Submitting Combined Jobs

Function

This API is used to submit combined jobs for offline computing tasks and generate candidate sets using the selected strategies.

URI

POST /v1/{project_id}/training

Table 1 describes the URI parameters.
Table 1 URI parameters

Parameter

Mandatory

Type

Description

project_id

Yes

String

Project ID, which is used for resource isolation. For details about how to obtain the project ID, see Obtaining a Project ID.

Request

Table 2 describes the request parameters.
Table 2 Request parameters

Parameter

Mandatory

Type

Description

workspace_id

No

String

Workspace ID. The default value is 0.

job_name

Yes

String

Training job name. The value can contain a maximum of 20 characters. Only digits, letters, underscores (_), and hyphens (-) are allowed.

job_description

No

String

Training job description. The value can contain a maximum of 256 characters.

offline_platform

Yes

List

Offline computing platform. For details, see Table 3.

data_source

Yes

List

Data source. For details, see Table 5.

storage

Yes

List

Storage information. For details, see Table 8.

algorithm_setting

Yes

JSON

Algorithm configuration. For details, see Table 10.

filter_rules

No

JSON

List of filter rules. For details, see Table 12.

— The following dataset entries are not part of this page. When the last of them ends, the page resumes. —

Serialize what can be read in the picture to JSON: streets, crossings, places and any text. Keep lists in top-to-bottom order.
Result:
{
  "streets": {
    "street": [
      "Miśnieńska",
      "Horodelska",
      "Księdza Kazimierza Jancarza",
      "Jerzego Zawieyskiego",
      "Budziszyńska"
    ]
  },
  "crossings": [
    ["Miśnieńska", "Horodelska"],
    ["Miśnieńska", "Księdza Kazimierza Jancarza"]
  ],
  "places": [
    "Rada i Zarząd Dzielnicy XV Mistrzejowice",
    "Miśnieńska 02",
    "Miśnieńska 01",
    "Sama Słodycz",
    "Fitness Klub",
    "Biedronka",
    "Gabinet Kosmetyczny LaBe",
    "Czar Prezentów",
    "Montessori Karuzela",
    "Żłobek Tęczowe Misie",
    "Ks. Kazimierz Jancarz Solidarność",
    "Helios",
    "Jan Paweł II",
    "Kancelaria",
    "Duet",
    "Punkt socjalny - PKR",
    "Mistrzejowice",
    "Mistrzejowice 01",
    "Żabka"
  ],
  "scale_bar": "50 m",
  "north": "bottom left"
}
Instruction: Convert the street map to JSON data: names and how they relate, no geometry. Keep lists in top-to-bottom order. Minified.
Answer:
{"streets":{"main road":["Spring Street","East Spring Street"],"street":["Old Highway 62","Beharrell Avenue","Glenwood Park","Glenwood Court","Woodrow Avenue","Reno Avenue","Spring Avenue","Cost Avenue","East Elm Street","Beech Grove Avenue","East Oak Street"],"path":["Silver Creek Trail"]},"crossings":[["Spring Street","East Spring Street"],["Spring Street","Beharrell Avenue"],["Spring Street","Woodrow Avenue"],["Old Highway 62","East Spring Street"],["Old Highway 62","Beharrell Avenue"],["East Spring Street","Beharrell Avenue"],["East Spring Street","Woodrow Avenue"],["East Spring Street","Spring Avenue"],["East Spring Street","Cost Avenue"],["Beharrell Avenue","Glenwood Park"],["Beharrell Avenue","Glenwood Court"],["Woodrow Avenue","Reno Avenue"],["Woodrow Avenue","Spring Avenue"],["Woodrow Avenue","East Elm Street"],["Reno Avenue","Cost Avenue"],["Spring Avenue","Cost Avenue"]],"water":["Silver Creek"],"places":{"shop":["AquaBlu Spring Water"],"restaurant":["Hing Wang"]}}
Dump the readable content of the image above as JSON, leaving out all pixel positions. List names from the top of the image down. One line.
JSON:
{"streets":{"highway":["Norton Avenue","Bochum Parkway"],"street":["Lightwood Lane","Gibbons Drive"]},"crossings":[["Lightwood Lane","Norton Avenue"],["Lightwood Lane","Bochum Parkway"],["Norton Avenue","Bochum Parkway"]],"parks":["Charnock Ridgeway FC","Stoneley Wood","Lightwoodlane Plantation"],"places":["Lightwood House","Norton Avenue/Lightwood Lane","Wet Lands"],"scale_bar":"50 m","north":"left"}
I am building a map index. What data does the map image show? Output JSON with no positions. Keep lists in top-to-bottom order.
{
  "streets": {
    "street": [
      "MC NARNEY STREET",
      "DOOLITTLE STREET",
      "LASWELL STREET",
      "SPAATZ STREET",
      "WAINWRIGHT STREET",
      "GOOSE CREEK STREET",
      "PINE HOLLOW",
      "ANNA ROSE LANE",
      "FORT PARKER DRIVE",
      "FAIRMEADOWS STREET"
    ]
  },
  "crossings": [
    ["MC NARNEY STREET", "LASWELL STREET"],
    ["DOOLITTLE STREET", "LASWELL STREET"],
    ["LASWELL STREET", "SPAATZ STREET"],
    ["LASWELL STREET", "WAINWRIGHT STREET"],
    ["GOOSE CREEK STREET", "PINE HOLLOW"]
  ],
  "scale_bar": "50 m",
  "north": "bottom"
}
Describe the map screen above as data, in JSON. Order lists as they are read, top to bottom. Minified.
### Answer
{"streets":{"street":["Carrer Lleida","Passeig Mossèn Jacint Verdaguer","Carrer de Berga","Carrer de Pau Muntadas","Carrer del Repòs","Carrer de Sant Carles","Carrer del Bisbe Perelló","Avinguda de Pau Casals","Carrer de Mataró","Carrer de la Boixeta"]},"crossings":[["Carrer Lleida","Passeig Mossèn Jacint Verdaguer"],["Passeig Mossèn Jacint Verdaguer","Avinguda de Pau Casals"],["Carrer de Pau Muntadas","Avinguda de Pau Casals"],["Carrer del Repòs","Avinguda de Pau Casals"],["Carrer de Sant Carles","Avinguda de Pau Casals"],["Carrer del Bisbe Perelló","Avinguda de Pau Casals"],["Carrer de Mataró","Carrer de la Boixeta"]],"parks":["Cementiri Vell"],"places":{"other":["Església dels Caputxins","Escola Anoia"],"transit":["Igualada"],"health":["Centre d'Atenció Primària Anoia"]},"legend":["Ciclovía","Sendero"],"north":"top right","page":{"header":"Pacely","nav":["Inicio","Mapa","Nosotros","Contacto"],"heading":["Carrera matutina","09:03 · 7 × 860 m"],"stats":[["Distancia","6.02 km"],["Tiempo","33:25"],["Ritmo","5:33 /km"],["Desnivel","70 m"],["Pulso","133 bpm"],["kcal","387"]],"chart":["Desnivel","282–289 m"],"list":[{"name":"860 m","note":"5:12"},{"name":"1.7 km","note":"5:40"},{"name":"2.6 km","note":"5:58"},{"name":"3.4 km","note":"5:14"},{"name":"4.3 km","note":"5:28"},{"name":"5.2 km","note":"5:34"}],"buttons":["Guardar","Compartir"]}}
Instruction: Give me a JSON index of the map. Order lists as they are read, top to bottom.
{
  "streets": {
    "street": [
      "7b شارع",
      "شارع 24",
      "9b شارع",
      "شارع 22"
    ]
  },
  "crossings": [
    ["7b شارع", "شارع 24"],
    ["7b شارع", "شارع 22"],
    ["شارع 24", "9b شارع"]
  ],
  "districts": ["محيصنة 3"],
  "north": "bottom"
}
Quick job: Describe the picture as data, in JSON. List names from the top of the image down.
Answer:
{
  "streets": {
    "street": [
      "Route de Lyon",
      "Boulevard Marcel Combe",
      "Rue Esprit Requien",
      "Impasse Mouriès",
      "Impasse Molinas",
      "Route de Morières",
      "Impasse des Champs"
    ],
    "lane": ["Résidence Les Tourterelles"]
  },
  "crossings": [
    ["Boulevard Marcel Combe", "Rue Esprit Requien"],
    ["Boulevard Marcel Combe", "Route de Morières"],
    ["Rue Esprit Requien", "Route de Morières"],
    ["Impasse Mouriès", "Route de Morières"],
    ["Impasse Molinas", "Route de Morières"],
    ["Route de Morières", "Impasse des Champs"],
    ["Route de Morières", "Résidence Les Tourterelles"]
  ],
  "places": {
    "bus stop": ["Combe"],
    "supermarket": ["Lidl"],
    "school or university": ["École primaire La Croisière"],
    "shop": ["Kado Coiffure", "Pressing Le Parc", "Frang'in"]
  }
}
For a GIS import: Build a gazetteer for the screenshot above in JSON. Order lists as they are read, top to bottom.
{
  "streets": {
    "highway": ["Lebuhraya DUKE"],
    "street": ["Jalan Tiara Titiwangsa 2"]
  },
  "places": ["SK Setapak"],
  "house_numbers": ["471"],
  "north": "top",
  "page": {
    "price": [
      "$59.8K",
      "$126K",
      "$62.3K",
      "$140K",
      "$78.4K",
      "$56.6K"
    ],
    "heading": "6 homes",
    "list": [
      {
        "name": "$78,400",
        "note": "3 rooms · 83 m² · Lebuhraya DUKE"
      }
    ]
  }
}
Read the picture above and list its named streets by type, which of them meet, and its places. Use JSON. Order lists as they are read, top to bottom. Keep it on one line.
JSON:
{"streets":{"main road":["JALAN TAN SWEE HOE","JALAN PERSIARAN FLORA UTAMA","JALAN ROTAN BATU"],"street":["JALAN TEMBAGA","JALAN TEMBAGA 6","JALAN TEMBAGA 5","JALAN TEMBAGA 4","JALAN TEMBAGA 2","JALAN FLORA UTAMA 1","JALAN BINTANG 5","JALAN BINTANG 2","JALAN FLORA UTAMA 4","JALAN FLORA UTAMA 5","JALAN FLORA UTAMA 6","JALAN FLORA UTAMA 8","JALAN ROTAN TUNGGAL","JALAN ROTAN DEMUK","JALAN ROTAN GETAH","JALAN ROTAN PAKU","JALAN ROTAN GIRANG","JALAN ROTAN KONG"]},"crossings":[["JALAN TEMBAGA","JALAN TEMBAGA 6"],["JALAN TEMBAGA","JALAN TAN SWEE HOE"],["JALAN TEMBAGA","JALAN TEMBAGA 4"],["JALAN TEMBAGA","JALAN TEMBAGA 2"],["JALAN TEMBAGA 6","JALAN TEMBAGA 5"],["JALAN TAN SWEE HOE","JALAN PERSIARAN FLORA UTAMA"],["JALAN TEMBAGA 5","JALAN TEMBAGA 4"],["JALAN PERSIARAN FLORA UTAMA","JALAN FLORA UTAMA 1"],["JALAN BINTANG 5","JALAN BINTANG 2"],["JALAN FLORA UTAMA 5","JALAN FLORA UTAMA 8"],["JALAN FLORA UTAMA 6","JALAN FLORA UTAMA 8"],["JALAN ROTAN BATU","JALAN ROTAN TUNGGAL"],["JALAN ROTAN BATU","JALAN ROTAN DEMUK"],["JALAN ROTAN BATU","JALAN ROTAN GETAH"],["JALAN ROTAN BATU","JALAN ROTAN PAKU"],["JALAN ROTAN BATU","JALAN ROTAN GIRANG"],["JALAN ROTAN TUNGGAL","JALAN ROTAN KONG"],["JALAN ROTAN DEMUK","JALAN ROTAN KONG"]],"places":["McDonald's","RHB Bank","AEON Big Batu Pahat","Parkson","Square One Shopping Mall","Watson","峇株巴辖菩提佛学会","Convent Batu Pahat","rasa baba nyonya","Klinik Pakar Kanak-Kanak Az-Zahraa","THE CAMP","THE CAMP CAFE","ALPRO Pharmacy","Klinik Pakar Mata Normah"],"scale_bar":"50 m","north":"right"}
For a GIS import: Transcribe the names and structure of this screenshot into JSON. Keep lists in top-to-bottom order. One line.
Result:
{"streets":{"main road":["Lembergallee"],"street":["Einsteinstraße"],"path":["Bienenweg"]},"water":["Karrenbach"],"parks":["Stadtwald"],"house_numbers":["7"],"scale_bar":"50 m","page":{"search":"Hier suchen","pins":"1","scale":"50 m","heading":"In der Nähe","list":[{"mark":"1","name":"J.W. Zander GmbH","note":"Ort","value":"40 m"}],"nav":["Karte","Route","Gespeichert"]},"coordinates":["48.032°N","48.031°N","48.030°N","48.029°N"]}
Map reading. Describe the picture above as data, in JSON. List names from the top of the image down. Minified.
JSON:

Table 3 offline_platform parameters

Parameter

Mandatory

Type

Description

platform

Yes

String

Platform name. The value can be DLI.

platform_parameter

Yes

JSON

Platform parameter. For details, see Table 4.

computing_resource

No

String

Resource specifications required for the normal running of the DLI jobs.

config_load_path

Yes

String

Path to access the configuration items

Table 4 platform_parameter parameters

Parameter

Mandatory

Type

Description

cluster_name

Yes

String

Cluster name. The value can contain a maximum of 64 characters.

Table 5 data_source parameters

Parameter

Mandatory

Type

Description

offline

Yes

List

Offline data source. For details, see Table 6.

Table 6 offline parameters

Parameter

Mandatory

Type

Description

table_type_id

Yes

String

General data templates:

  • USER_META: User feature list
  • ITEM_META: Item feature list
  • USER_BEHAVIOR: User behavior list
  • GENERAL_FORMAT: General format

For details about the data format, see Offline Data Sources.

data_source_url

Yes

String

Data source path. The value can contain a maximum of 1000 characters.

data_format

Yes

String

Data format. The options are csv, parquet, json, or orc.

data_param

No

JSON

Data parameter. For details, see Table 7. This parameter is mandatory when the data format is csv and optional for other data formats.

start_time

No

String

Start time for collecting the general source data, for example, 2018-01-01.

end_time

No

String

End time for collecting the general source data, for example, 2018-02-01.

Table 7 data_param parameters

Parameter

Mandatory

Type

Description

header

Yes

String

Whether to display the table header. true indicates that the table header is displayed; false indicates that the table header is not displayed.

delimiter

Yes

String

Delimiter. The value can contain a maximum of 10 characters.

quote

Yes

String

Quotation character. The value can contain a maximum of 10 characters.

escape

Yes

String

Escape character. The value can contain a maximum of 10 characters.

Table 8 storage parameters

Parameter

Mandatory

Type

Description

platform

Yes

String

Platform name. Currently, only CloudTable is supported.

platform_parameter

Yes

JSON

Storage platform parameter. For details, see Table 9.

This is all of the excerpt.